India’s Supreme Court is set to hear a petition on Wednesday against one of its own retired judges over allegations that he sexually harassed a former intern — the second such case to be made public in as many months.
The alleged incidents have cast a cloud over the country’s highest court and pressure has mounted for it to comply with its own 1997 rulings requiring panels in the workplace to hear harassment complaints. Critics say such a panel for the Supreme Court itself is long overdue.
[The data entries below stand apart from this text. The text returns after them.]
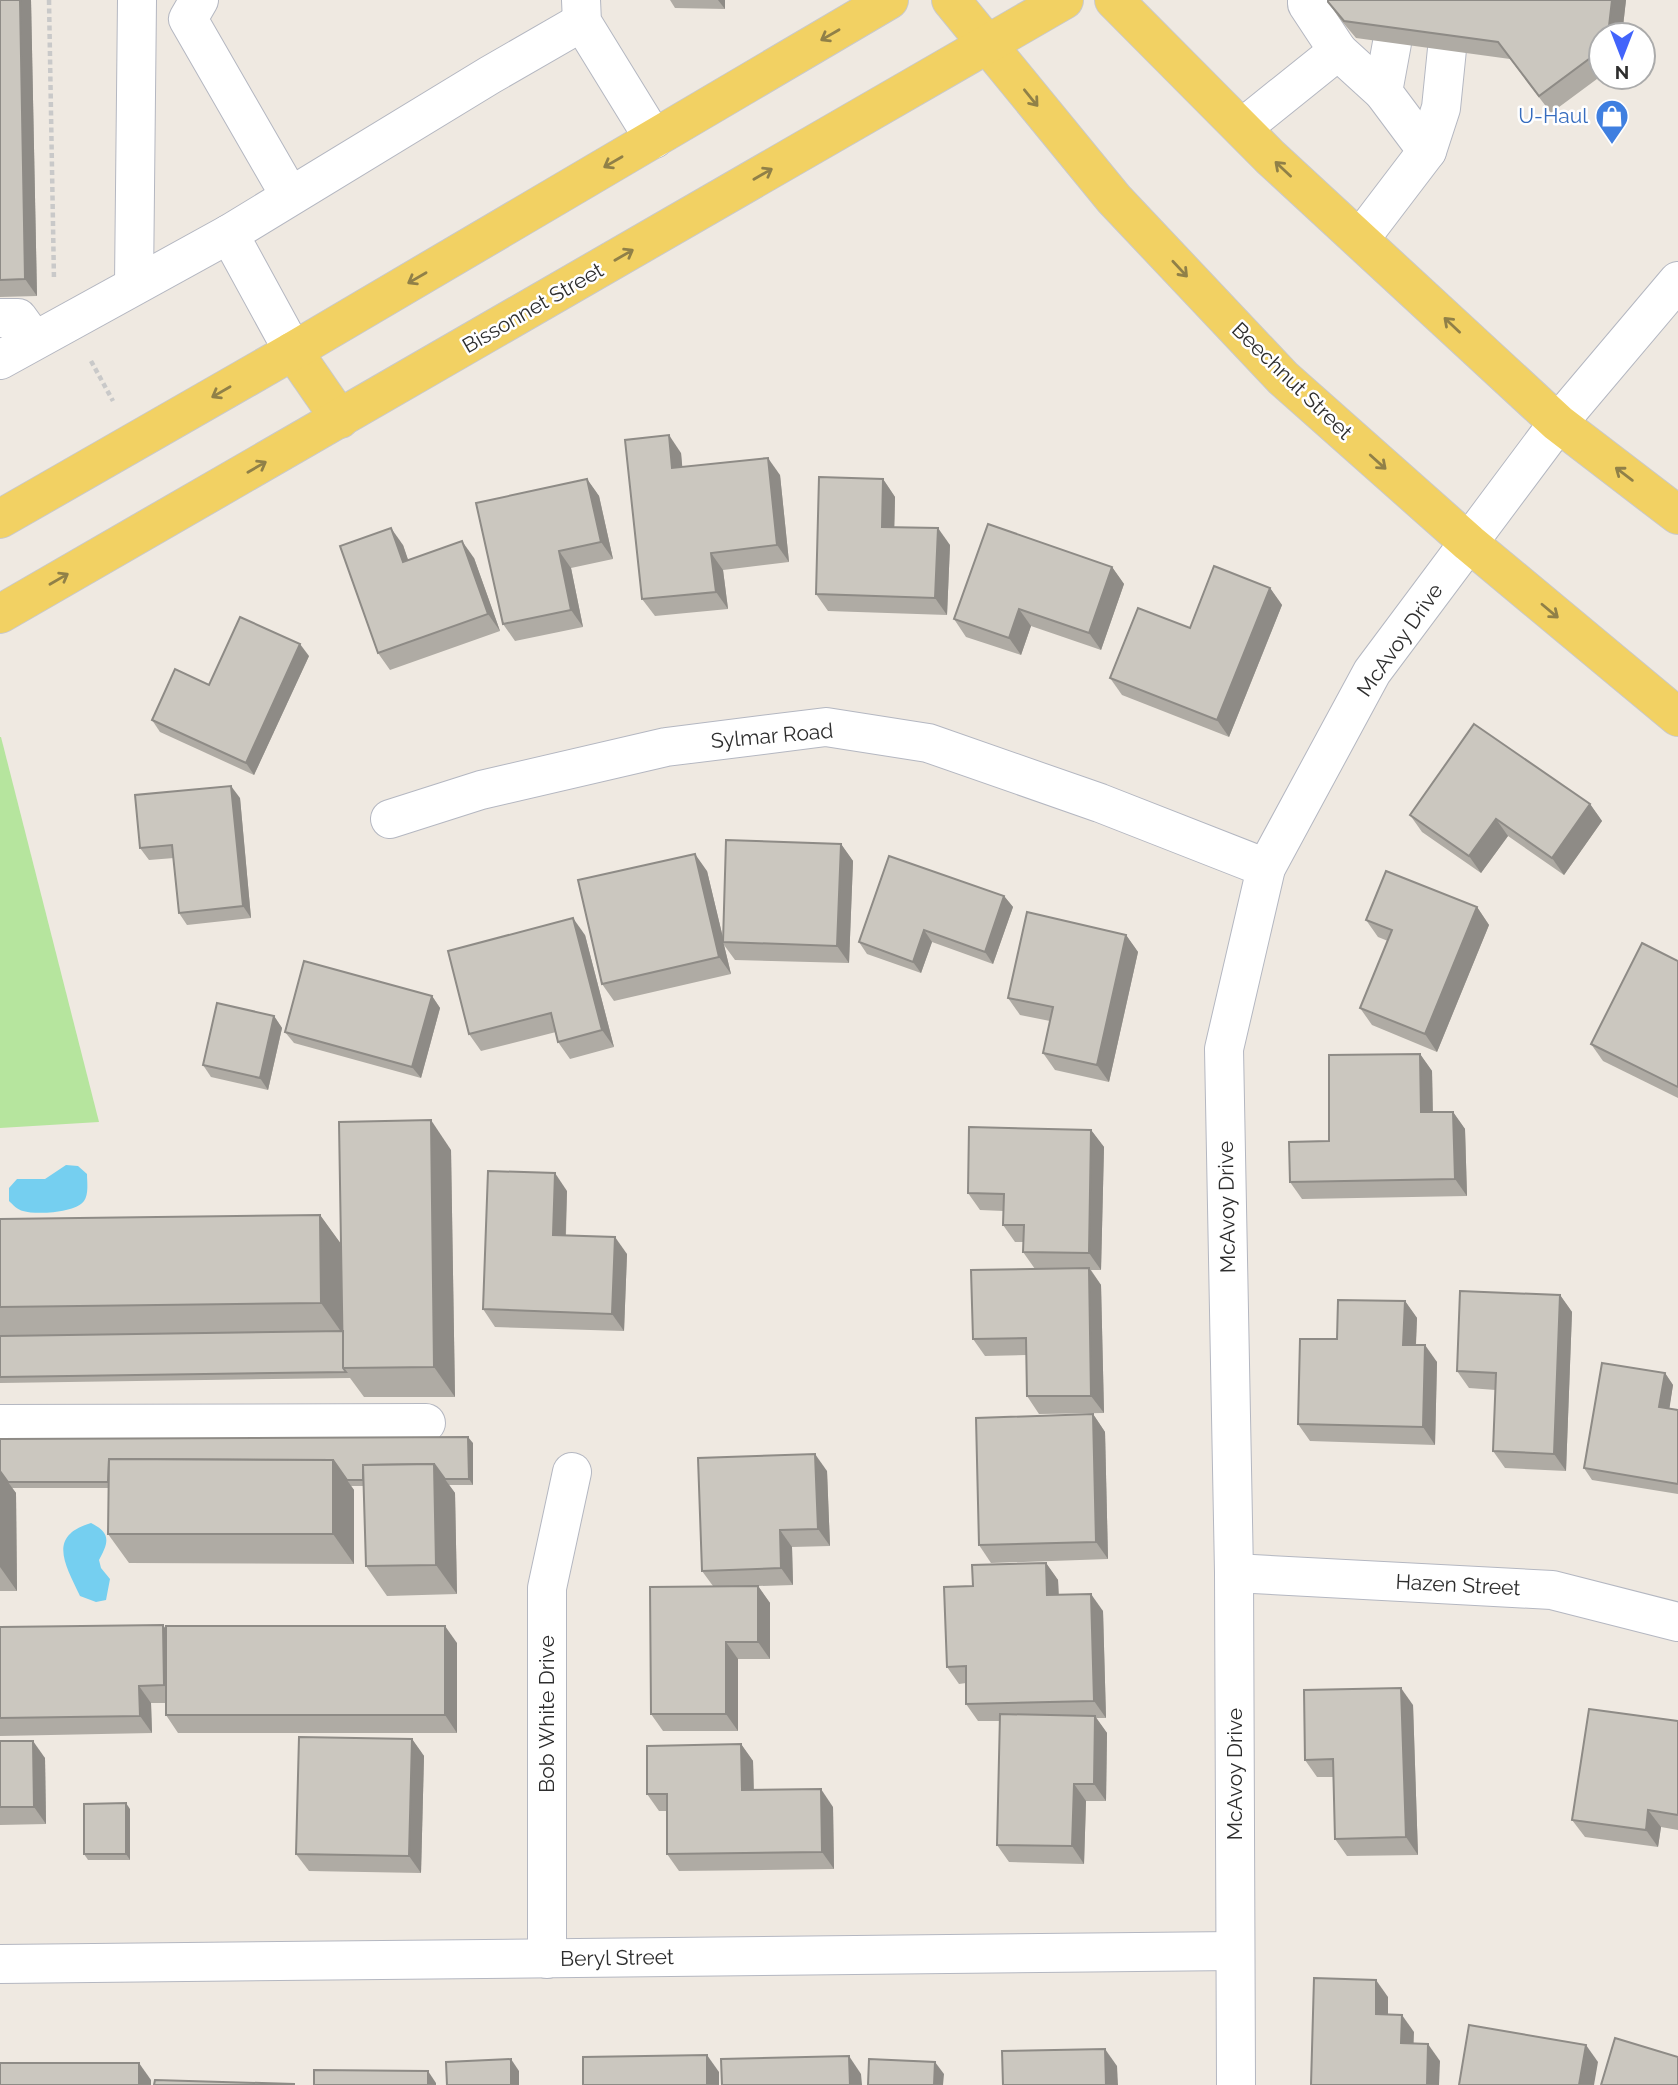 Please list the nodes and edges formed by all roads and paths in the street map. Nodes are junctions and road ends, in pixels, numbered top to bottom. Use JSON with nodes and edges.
{"nodes":[{"id":1,"x":49,"y":0,"type":"edge"},
{"id":2,"x":137,"y":0,"type":"edge"},
{"id":3,"x":889,"y":0,"type":"edge"},
{"id":4,"x":951,"y":0,"type":"edge"},
{"id":5,"x":1064,"y":0,"type":"edge"},
{"id":6,"x":1114,"y":0,"type":"edge"},
{"id":7,"x":1307,"y":0,"type":"edge"},
{"id":8,"x":186,"y":6,"type":"edge"},
{"id":9,"x":582,"y":11,"type":"edge"},
{"id":10,"x":1392,"y":43,"type":"edge"},
{"id":11,"x":988,"y":45,"type":"junction"},
{"id":12,"x":1447,"y":49,"type":"edge"},
{"id":13,"x":1338,"y":51,"type":"junction"},
{"id":14,"x":1383,"y":92,"type":"junction"},
{"id":15,"x":1242,"y":128,"type":"junction"},
{"id":16,"x":654,"y":139,"type":"junction"},
{"id":17,"x":1427,"y":151,"type":"junction"},
{"id":18,"x":290,"y":195,"type":"junction"},
{"id":19,"x":229,"y":234,"type":"junction"},
{"id":20,"x":1360,"y":239,"type":"junction"},
{"id":21,"x":54,"y":281,"type":"dead end"},
{"id":22,"x":1678,"y":281,"type":"edge"},
{"id":23,"x":134,"y":284,"type":"junction"},
{"id":24,"x":0,"y":318,"type":"edge"},
{"id":25,"x":34,"y":340,"type":"junction"},
{"id":26,"x":293,"y":351,"type":"junction"},
{"id":27,"x":0,"y":360,"type":"edge"},
{"id":28,"x":103,"y":382,"type":"dead end"},
{"id":29,"x":113,"y":401,"type":"dead end"},
{"id":30,"x":341,"y":419,"type":"junction"},
{"id":31,"x":1558,"y":423,"type":"junction"},
{"id":32,"x":1678,"y":515,"type":"edge"},
{"id":33,"x":0,"y":519,"type":"edge"},
{"id":34,"x":1469,"y":543,"type":"junction"},
{"id":35,"x":0,"y":614,"type":"edge"},
{"id":36,"x":1678,"y":717,"type":"edge"},
{"id":37,"x":390,"y":819,"type":"dead end"},
{"id":38,"x":1266,"y":869,"type":"junction"},
{"id":39,"x":426,"y":1423,"type":"edge"},
{"id":40,"x":0,"y":1424,"type":"edge"},
{"id":41,"x":572,"y":1472,"type":"dead end"},
{"id":42,"x":1234,"y":1573,"type":"junction"},
{"id":43,"x":1678,"y":1622,"type":"edge"},
{"id":44,"x":1235,"y":1951,"type":"junction"},
{"id":45,"x":547,"y":1959,"type":"junction"},
{"id":46,"x":0,"y":1964,"type":"edge"},
{"id":47,"x":1236,"y":2085,"type":"edge"}],
"edges":[{"from":1,"to":21,"type":"path"},
{"from":2,"to":23,"type":"street"},
{"from":3,"to":16,"type":"main road","one_way":true},
{"from":4,"to":11,"type":"main road","name":"Beechnut Street"},
{"from":5,"to":11,"type":"main road","name":"Bissonnet Street"},
{"from":6,"to":15,"type":"main road"},
{"from":7,"to":13,"type":"street"},
{"from":8,"to":18,"type":"street"},
{"from":9,"to":16,"type":"street"},
{"from":9,"to":18,"type":"street"},
{"from":10,"to":14,"type":"street"},
{"from":30,"to":11,"type":"main road","name":"Bissonnet Street","one_way":true},
{"from":11,"to":34,"type":"main road","name":"Beechnut Street","one_way":true},
{"from":12,"to":17,"type":"street"},
{"from":13,"to":14,"type":"street"},
{"from":13,"to":15,"type":"street"},
{"from":14,"to":17,"type":"street"},
{"from":20,"to":15,"type":"main road","one_way":true},
{"from":16,"to":26,"type":"main road","one_way":true},
{"from":17,"to":20,"type":"street"},
{"from":18,"to":19,"type":"street"},
{"from":19,"to":23,"type":"street"},
{"from":19,"to":26,"type":"street"},
{"from":31,"to":20,"type":"main road","one_way":true},
{"from":22,"to":31,"type":"street","name":"McAvoy Drive"},
{"from":23,"to":25,"type":"street"},
{"from":24,"to":25,"type":"street"},
{"from":25,"to":27,"type":"street"},
{"from":26,"to":30,"type":"main road"},
{"from":26,"to":33,"type":"main road","one_way":true},
{"from":28,"to":29,"type":"path"},
{"from":35,"to":30,"type":"main road","name":"Bissonnet Street","one_way":true},
{"from":32,"to":31,"type":"main road","one_way":true},
{"from":31,"to":34,"type":"street","name":"McAvoy Drive"},
{"from":34,"to":36,"type":"main road","name":"Beechnut Street","one_way":true},
{"from":34,"to":38,"type":"street","name":"McAvoy Drive"},
{"from":37,"to":38,"type":"street","name":"Sylmar Road"},
{"from":38,"to":42,"type":"street","name":"McAvoy Drive"},
{"from":39,"to":40,"type":"street"},
{"from":41,"to":45,"type":"street","name":"Bob White Drive"},
{"from":42,"to":43,"type":"street","name":"Hazen Street"},
{"from":42,"to":44,"type":"street","name":"McAvoy Drive"},
{"from":44,"to":45,"type":"street","name":"Beryl Street"},
{"from":44,"to":47,"type":"street","name":"McAvoy Drive"},
{"from":45,"to":46,"type":"street","name":"Beryl Street"}]}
In the previous case, Stella James, a former intern, alleged in a blog for an Indian legal journal that she had been harassed by Supreme Court Judge A.K. Ganguly. The allegations rocked the court, which took testimony and found Ganguly had committed “an act of unwelcome behavior.” He’s since been forced out as Chairman of the West Bengal Human Rights Commission, but only after weeks of resisting pressure.
The case due to be heard Wednesday alleges that another top judge, Justice Swatanter Kumar, harassed a female intern in 2011. The young lawyer leveling the charge has asked the court for an inquiry into her allegations.
Unlike Justice Ganguly, who was retired at the time of the alleged episode, Kumar was still on the bench. Now retired, Kumar has denied the charges and has reportedly sued media outlets, alleging they are part of a conspiracy against him.
In hearing the case against Kumar, India’s Supreme Court has set aside an earlier ruling that it would not entertain complaints against its retired justices.